Aside from existing tools not being sufficient to streamline bug hunting, nearly all respondents said those tools weren’t even the source of their bug reports: 88% report their initial knowledge of bugs and errors coming from users. Even worse, 26% said users were taking to social media to report bugs, leaving a lasting paper trail that can be seen by current and future users, as well as competitors, causing potential customer loss even after issues are fixed.

With developers forced to spend more than a third of their work time fixing bugs, the next trend gets added to the pile–they’re spending too much time fixing things. “Many of those we surveyed say they spend a good chunk of their time fixing bugs. That’s thousands of hours spent not working on features or innovations. It’s not only hurting their productivity but also their wellbeing, causing frustration or worse,” Rollbar said in the report. 

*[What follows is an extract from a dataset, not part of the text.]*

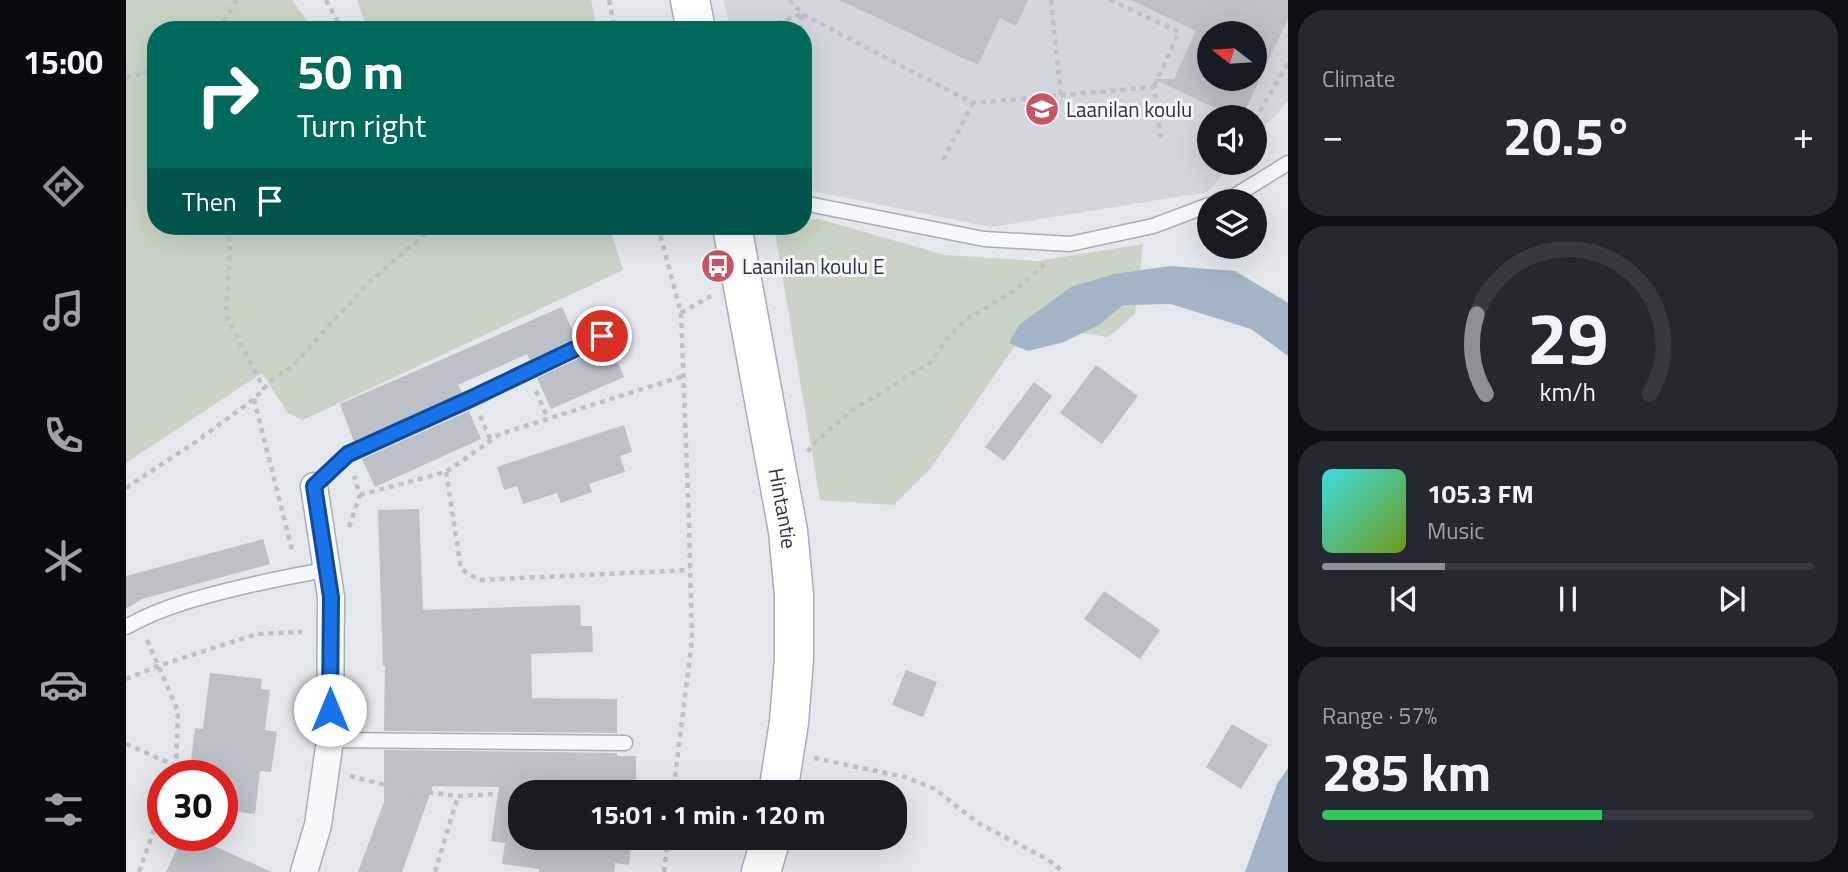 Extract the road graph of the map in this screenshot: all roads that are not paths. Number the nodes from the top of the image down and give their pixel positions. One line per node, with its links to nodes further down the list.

Thirty-two percent said they spend up to 10 hours a week fixing bugs, 16% spend up to 15 hours, and 6% spend up to 20 hours a week fixing bugs, leading to what Rollbar claims is “thousands of hours spent every week fixing instead of writing new code.” 

Developers report that fixing bugs makes them feel frustrated, overwhelmed, burned out, resentful and that they want to quit. Fifty-two percent said they could use the time they spend hunting down and fixing bugs building new features and functionality instead. 

The end result is the third trend Rollbar mentions: Deployments are being slowed down, ultimately leading to dissatisfied customers and company leaders. Developers overwhelmingly lack the resources to have confidence in their deployments, the report found, and 86% said there’s one way the problem could be solved—better tools for detecting and fixing code errors.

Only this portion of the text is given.